• [Instructions for the task]:
From the line containing "ring mcp: (154, 80)" down to the final line of the entries below, restate each line word for word and add nothing.

• [Source material]:
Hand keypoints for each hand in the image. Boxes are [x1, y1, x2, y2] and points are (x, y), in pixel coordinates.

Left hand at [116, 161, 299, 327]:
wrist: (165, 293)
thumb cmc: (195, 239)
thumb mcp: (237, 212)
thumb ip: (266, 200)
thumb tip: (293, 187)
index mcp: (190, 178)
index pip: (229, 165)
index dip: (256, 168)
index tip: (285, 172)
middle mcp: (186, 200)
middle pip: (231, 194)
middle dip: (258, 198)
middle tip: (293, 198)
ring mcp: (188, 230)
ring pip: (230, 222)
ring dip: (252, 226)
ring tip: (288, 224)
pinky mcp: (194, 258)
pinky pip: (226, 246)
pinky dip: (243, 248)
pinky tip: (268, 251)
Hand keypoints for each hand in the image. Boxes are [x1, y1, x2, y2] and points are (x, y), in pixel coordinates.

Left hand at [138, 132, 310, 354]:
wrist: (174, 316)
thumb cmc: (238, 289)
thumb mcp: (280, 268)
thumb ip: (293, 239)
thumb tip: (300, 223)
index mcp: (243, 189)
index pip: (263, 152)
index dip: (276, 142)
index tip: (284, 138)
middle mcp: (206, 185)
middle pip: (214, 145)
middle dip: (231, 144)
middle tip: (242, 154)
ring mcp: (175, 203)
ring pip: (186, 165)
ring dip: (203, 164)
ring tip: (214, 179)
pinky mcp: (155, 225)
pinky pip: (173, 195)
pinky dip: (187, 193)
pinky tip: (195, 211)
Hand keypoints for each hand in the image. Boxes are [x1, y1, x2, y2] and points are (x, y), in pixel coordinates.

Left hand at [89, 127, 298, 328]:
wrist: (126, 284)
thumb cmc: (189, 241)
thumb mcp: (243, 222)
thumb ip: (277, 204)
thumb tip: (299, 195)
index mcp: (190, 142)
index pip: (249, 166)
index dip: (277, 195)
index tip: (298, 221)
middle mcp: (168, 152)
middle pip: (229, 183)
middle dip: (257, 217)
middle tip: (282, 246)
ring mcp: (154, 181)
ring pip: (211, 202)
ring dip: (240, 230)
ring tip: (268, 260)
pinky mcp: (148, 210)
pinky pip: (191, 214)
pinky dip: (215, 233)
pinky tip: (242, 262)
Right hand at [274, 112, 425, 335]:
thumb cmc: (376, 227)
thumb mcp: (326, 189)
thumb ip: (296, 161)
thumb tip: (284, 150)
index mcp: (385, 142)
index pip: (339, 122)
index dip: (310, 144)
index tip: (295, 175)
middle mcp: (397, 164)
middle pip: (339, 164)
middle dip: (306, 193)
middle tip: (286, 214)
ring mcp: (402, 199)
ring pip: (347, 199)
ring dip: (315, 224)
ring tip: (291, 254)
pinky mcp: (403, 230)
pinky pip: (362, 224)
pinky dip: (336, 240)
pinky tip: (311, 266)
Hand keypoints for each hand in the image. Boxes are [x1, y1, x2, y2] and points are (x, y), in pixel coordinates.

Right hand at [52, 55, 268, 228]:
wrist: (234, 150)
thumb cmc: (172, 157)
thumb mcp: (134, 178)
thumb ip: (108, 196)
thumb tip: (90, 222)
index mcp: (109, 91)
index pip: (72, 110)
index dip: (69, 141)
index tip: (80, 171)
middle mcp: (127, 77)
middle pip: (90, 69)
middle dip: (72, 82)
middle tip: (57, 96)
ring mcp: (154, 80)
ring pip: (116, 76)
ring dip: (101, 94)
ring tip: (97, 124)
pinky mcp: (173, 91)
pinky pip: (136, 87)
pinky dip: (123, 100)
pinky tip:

• [Completed exercise]:
ring mcp: (154, 80)
ring pip: (116, 76)
ring dip: (101, 94)
ring tip: (97, 124)
pinky mcp: (173, 91)
pinky pip: (136, 87)
pinky dip: (123, 100)
pinky tip:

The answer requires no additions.